We offer our customers regional, network only and national rate plans. Our rate
plans allow customers to make and receive calls anywhere within the southeast
region and the District of Columbia without paying additional roaming or long
distance charges. By contrast, competing flat rate plans generally restrict flat
rate usage to such competitors' owned networks. By virtue of our roaming
arrangements with AT&T, its affiliates and other third-party roaming partners,
we believe we can offer competitive regional, network only and national rate
plans. Our sizable licensed area allows us to offer large regional calling areas
at rates as low as $.08 per minute throughout the Southeast.

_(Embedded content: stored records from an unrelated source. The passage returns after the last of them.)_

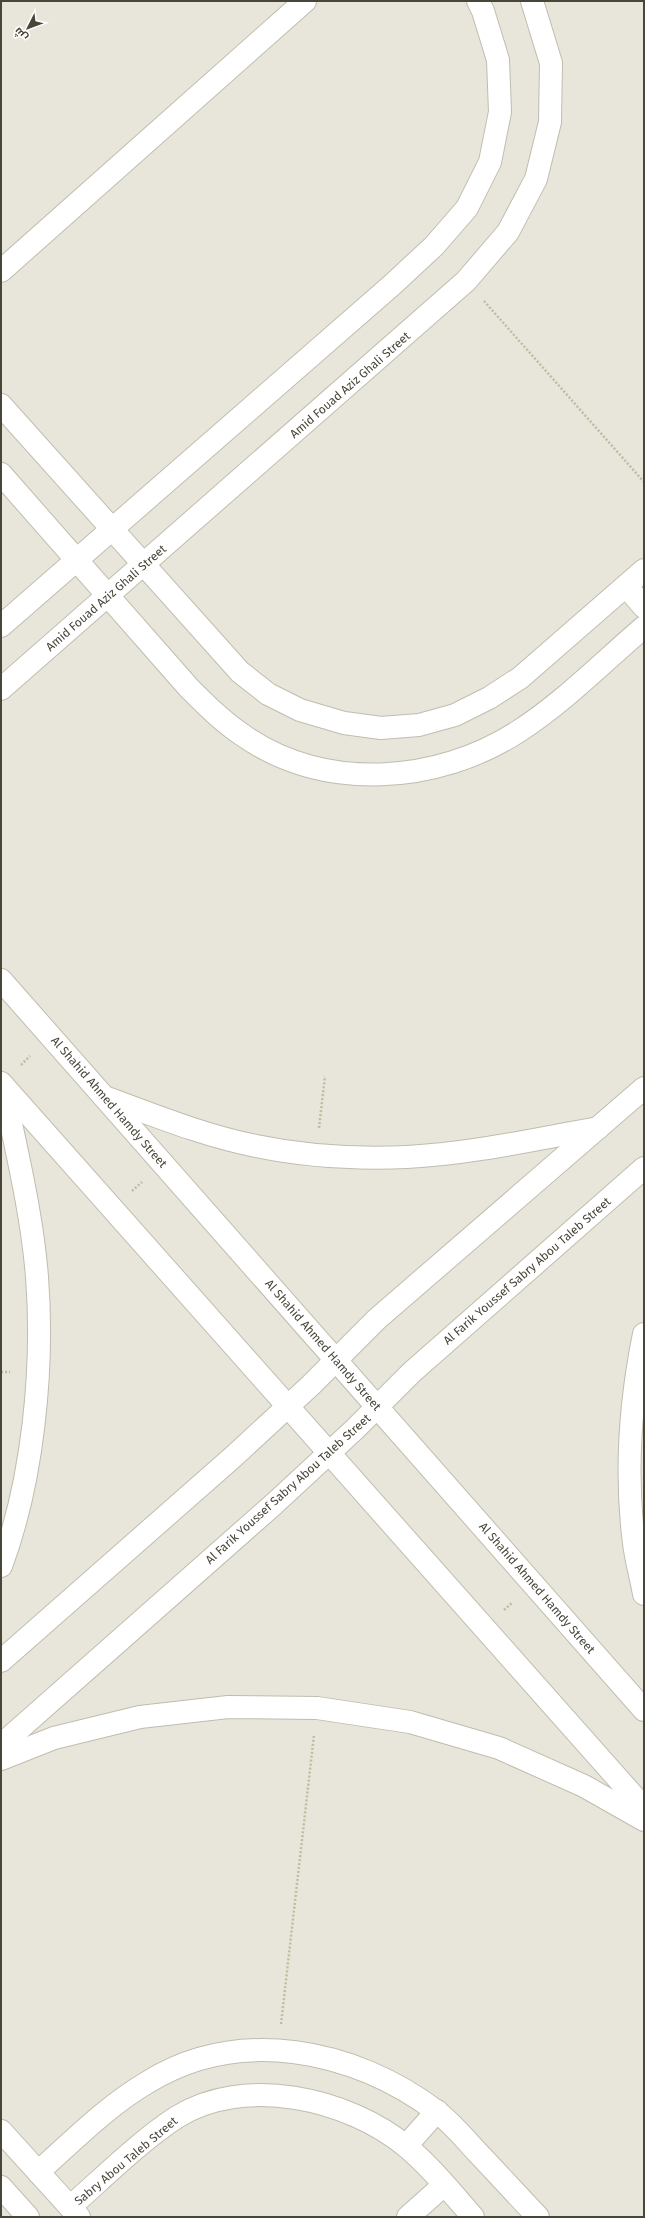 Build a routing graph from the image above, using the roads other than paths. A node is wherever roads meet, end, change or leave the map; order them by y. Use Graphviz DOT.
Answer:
graph roads {
  1 [pos="305,1"];
  2 [pos="478,1"];
  3 [pos="532,1"];
  4 [pos="1,271"];
  5 [pos="1,405"];
  6 [pos="1,474"];
  7 [pos="112,530"];
  8 [pos="76,560"];
  9 [pos="143,566"];
  10 [pos="644,570"];
  11 [pos="626,586"];
  12 [pos="108,596"];
  13 [pos="644,607"];
  14 [pos="1,626"];
  15 [pos="644,627"];
  16 [pos="1,690"];
  17 [pos="1,980"];
  18 [pos="2,1084"];
  19 [pos="644,1088"];
  20 [pos="103,1096"];
  21 [pos="599,1127"];
  22 [pos="644,1168"];
  23 [pos="644,1334"];
  24 [pos="336,1359"];
  25 [pos="378,1406"];
  26 [pos="288,1407"];
  27 [pos="329,1454"];
  28 [pos="1,1566"];
  29 [pos="644,1594"];
  30 [pos="1,1662"];
  31 [pos="644,1710"];
  32 [pos="1,1744"];
  33 [pos="1,1759"];
  34 [pos="644,1808"];
  35 [pos="644,1820"];
  36 [pos="437,2111"];
  37 [pos="1,2131"];
  38 [pos="406,2146"];
  39 [pos="38,2172"];
  40 [pos="444,2185"];
  41 [pos="1,2187"];
  42 [pos="74,2212"];
  43 [pos="470,2216"];
  44 [pos="28,2217"];
  45 [pos="408,2217"];
  46 [pos="538,2217"];
  1 -- 4 [label="street"];
  2 -- 7 [label="street"];
  3 -- 9 [label="street, Amid Fouad Aziz Ghali Street"];
  5 -- 7 [label="street"];
  6 -- 8 [label="street"];
  7 -- 8 [label="street"];
  7 -- 9 [label="street"];
  8 -- 12 [label="street"];
  8 -- 14 [label="street"];
  9 -- 11 [label="street"];
  9 -- 12 [label="street, Amid Fouad Aziz Ghali Street"];
  10 -- 11 [label="street"];
  11 -- 13 [label="street"];
  12 -- 15 [label="street"];
  12 -- 16 [label="street, Amid Fouad Aziz Ghali Street"];
  17 -- 20 [label="street, Al Shahid Ahmed Hamdy Street"];
  18 -- 26 [label="street"];
  18 -- 28 [label="street"];
  19 -- 21 [label="street"];
  20 -- 21 [label="street"];
  20 -- 24 [label="street, Al Shahid Ahmed Hamdy Street"];
  21 -- 24 [label="street"];
  22 -- 25 [label="street, Al Farik Youssef Sabry Abou Taleb Street"];
  23 -- 29 [label="street"];
  24 -- 25 [label="street, Al Shahid Ahmed Hamdy Street"];
  24 -- 26 [label="street"];
  25 -- 27 [label="street, Al Farik Youssef Sabry Abou Taleb Street"];
  25 -- 31 [label="street, Al Shahid Ahmed Hamdy Street"];
  26 -- 27 [label="street"];
  26 -- 30 [label="street"];
  27 -- 32 [label="street, Al Farik Youssef Sabry Abou Taleb Street"];
  27 -- 34 [label="street"];
  33 -- 35 [label="street"];
  36 -- 38 [label="street"];
  36 -- 39 [label="street"];
  36 -- 46 [label="street"];
  37 -- 39 [label="street"];
  38 -- 40 [label="street, Sabry Abou Taleb Street"];
  38 -- 42 [label="street, Sabry Abou Taleb Street"];
  39 -- 42 [label="street"];
  40 -- 43 [label="street, Sabry Abou Taleb Street"];
  40 -- 45 [label="street"];
  41 -- 44 [label="street"];
} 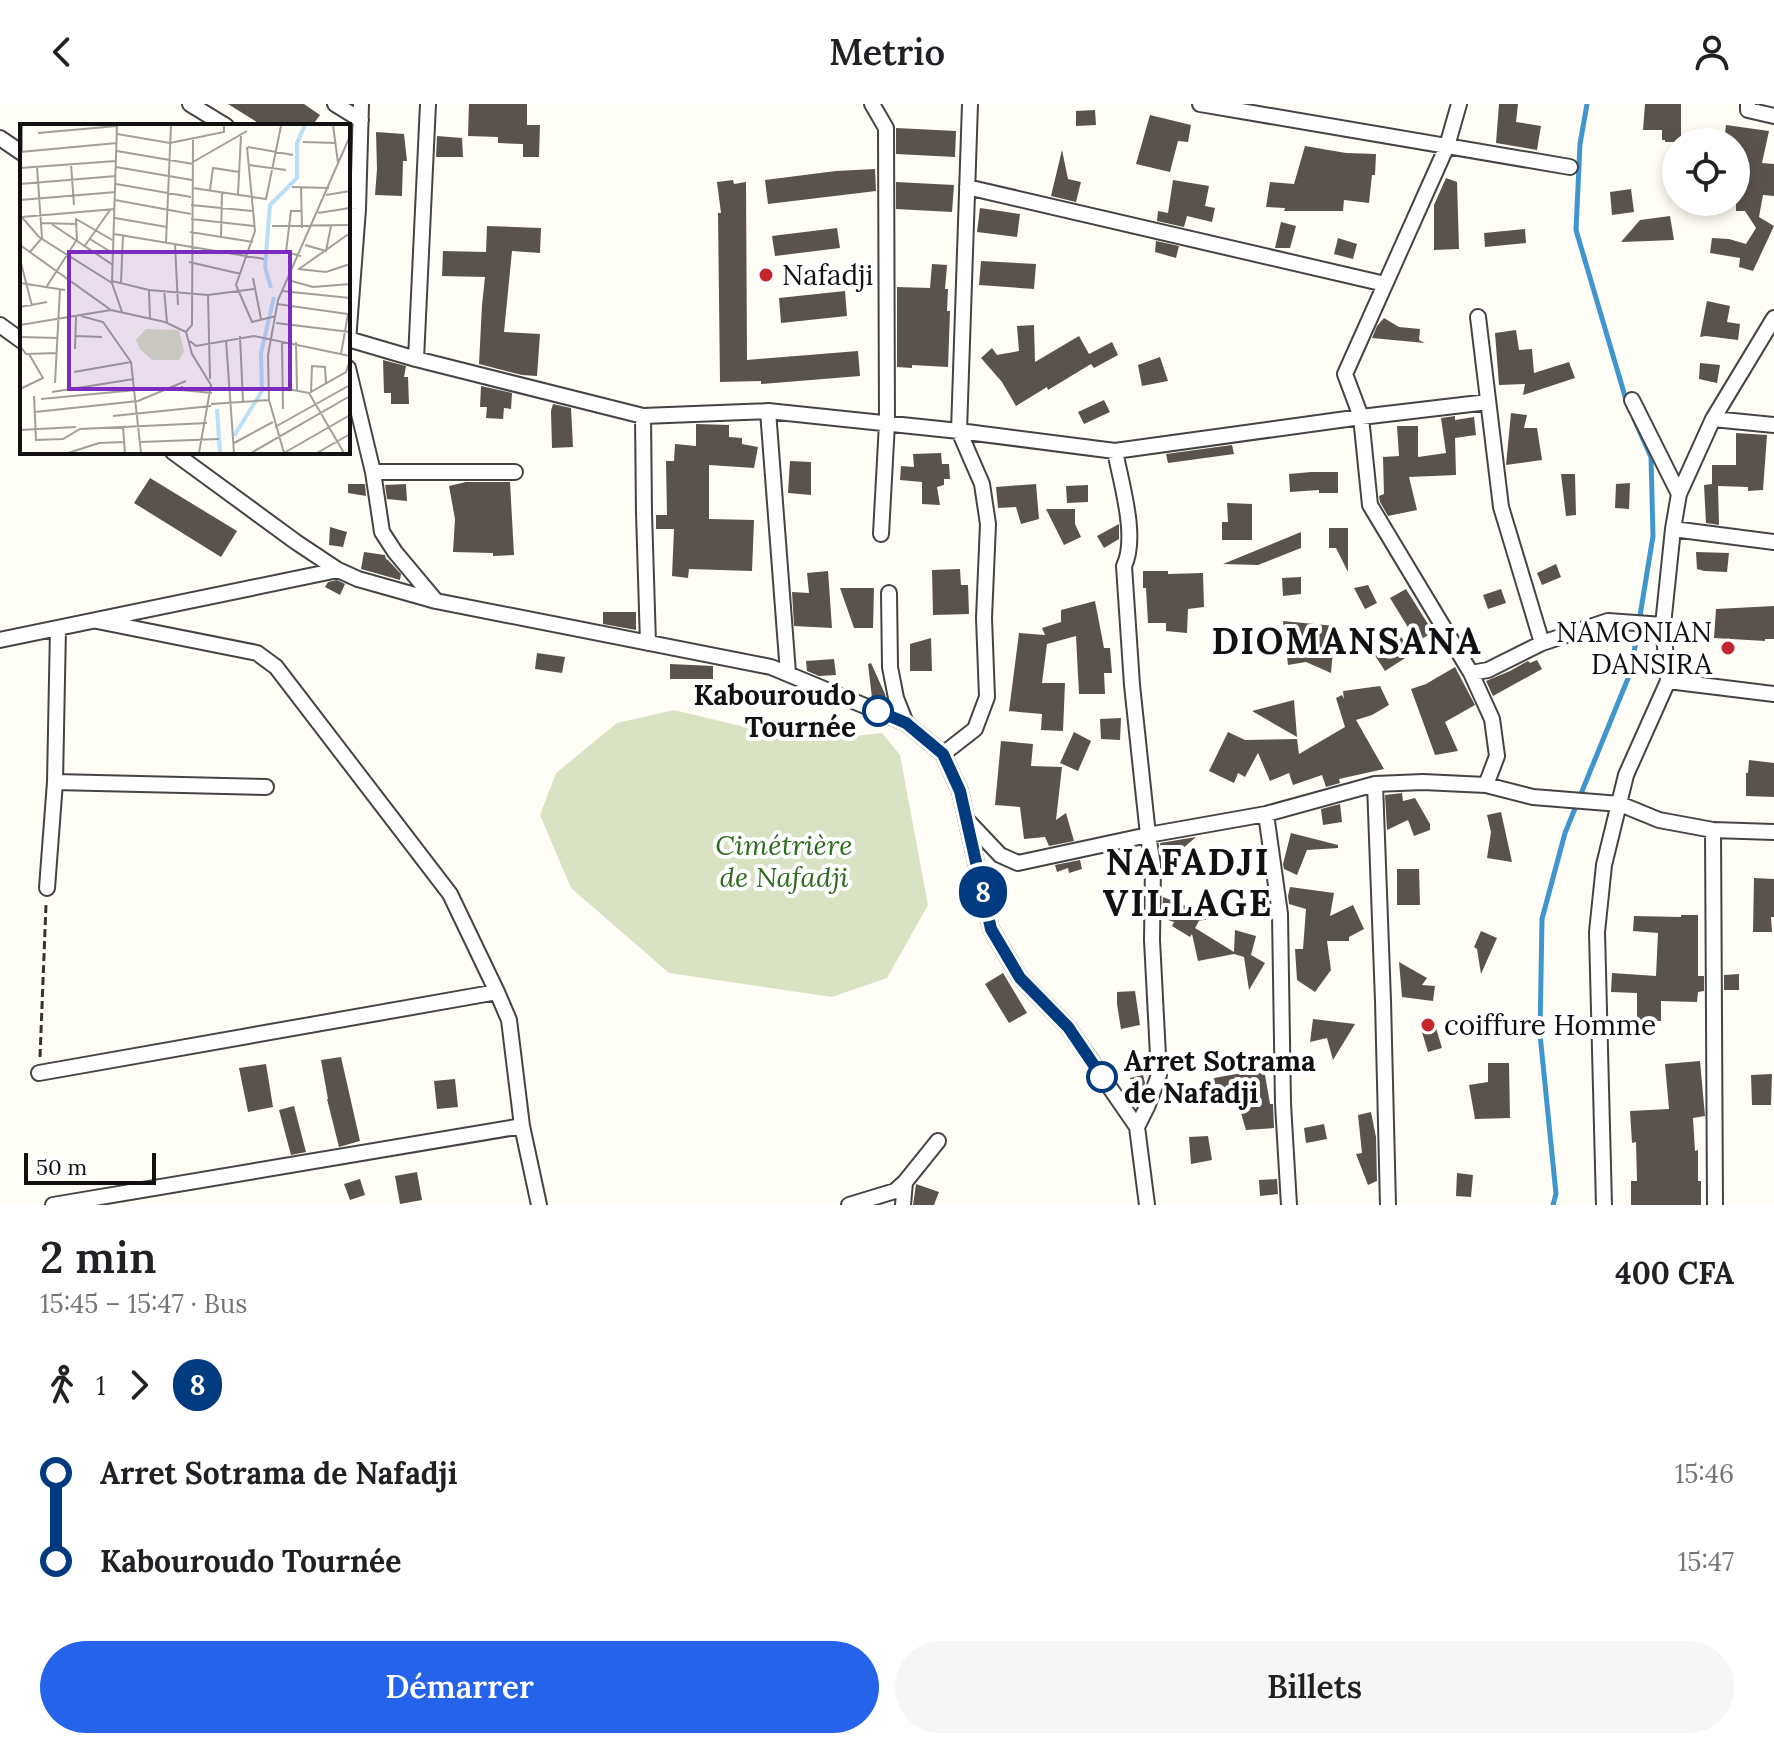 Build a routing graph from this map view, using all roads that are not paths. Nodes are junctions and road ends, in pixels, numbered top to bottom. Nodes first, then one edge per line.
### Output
1 (190, 104) edge
2 (335, 104) edge
3 (361, 104) edge
4 (428, 104) edge
5 (872, 104) edge
6 (970, 104) edge
7 (1200, 104) edge
8 (1459, 104) edge
9 (1748, 104) edge
10 (1774, 116) edge
11 (361, 120) junction
12 (223, 124) edge
13 (0, 138) edge
14 (1447, 146) junction
15 (20, 152) edge
16 (1570, 167) dead end
17 (967, 187) junction
18 (353, 206) edge
19 (1385, 284) junction
20 (350, 286) edge
21 (1478, 317) dead end
22 (1774, 318) edge
23 (0, 325) edge
24 (1769, 337) edge
25 (20, 340) edge
26 (350, 341) edge
27 (416, 359) junction
28 (350, 376) edge
29 (1632, 400) dead end
30 (1488, 402) junction
31 (768, 411) junction
32 (643, 416) junction
33 (1361, 417) junction
34 (1713, 419) junction
35 (887, 423) junction
36 (1774, 425) edge
37 (959, 431) junction
38 (1115, 451) junction
39 (176, 454) edge
40 (373, 472) junction
41 (515, 472) dead end
42 (1679, 494) junction
43 (1673, 529) junction
44 (881, 534) dead end
45 (1774, 542) edge
46 (338, 570) junction
47 (889, 593) dead end
48 (436, 601) junction
49 (97, 621) junction
50 (1663, 625) junction
51 (58, 628) junction
52 (0, 640) edge
53 (648, 643) junction
54 (1542, 643) junction
55 (788, 673) junction
56 (1471, 673) junction
57 (1668, 681) junction
58 (1774, 694) edge
59 (906, 723) junction
60 (943, 754) junction
61 (55, 782) junction
62 (1375, 784) junction
63 (1486, 785) junction
64 (266, 787) dead end
65 (1620, 804) junction
66 (1266, 814) junction
67 (966, 819) junction
68 (1713, 830) junction
69 (1774, 832) edge
70 (1148, 835) junction
71 (47, 888) road end
72 (497, 992) junction
73 (39, 1073) road end
74 (522, 1126) junction
75 (1137, 1127) junction
76 (938, 1141) dead end
77 (905, 1182) junction
78 (60, 1204) edge
79 (1719, 1204) edge
80 (539, 1205) edge
81 (849, 1205) edge
82 (903, 1205) edge
83 (1147, 1205) edge
84 (1289, 1205) edge
85 (1388, 1205) edge
86 (1604, 1205) edge

1 - 12 street
2 - 11 street
3 - 11 street
4 - 27 street
5 - 35 street
6 - 17 street
7 - 14 street
8 - 14 street
9 - 10 street
11 - 18 street
13 - 15 street
14 - 16 street
14 - 19 street
17 - 19 street
17 - 37 street
18 - 20 street
19 - 33 street
21 - 30 street
22 - 24 street
23 - 25 street
24 - 34 street
26 - 27 street
27 - 32 street
28 - 40 street
29 - 42 street
30 - 33 street
30 - 54 street
31 - 32 street
31 - 35 street
31 - 55 street
32 - 53 street
33 - 38 street
33 - 56 street
34 - 36 street
34 - 42 street
35 - 37 street
35 - 44 street
37 - 38 street
37 - 60 street
38 - 70 street
39 - 46 street
40 - 41 street
40 - 48 street
42 - 43 street
43 - 45 street
43 - 50 street
46 - 48 street
46 - 49 street
47 - 59 street
48 - 53 street
49 - 51 street
49 - 72 street
50 - 54 street
50 - 57 street
51 - 52 street
51 - 61 street
53 - 55 street
54 - 56 street
55 - 59 street
56 - 63 street
57 - 58 street
57 - 65 street
59 - 60 street
60 - 67 street
61 - 64 street
61 - 71 street
62 - 63 street
62 - 66 street
62 - 85 street
63 - 65 street
65 - 68 street
65 - 86 street
66 - 70 street
66 - 84 street
67 - 70 street
67 - 75 street
68 - 69 street
68 - 79 street
70 - 75 street
72 - 73 street
72 - 74 street
74 - 78 street
74 - 80 street
75 - 83 street
76 - 77 street
77 - 81 street
77 - 82 street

CUSTOMER CARE. We are committed to building strong customer relationships by
providing our customers with service that exceeds expectations. We currently
operate state-of-the-art customer care facilities in Richmond, Virginia and
Charleston, South Carolina that house our customer service and collections
personnel. We supplement these facilities with customer care services provided
by Convergys Corporation in Clarksville, Tennessee. Through the support of
approximately 225 customer care representatives and a sophisticated customer
care platform provided by Integrated Customer Systems, we have been able to
implement one ring customer care service using live operators and
state-of-the-art call routing, so that over 90% of incoming calls to our
customer care centers are answered on the first ring.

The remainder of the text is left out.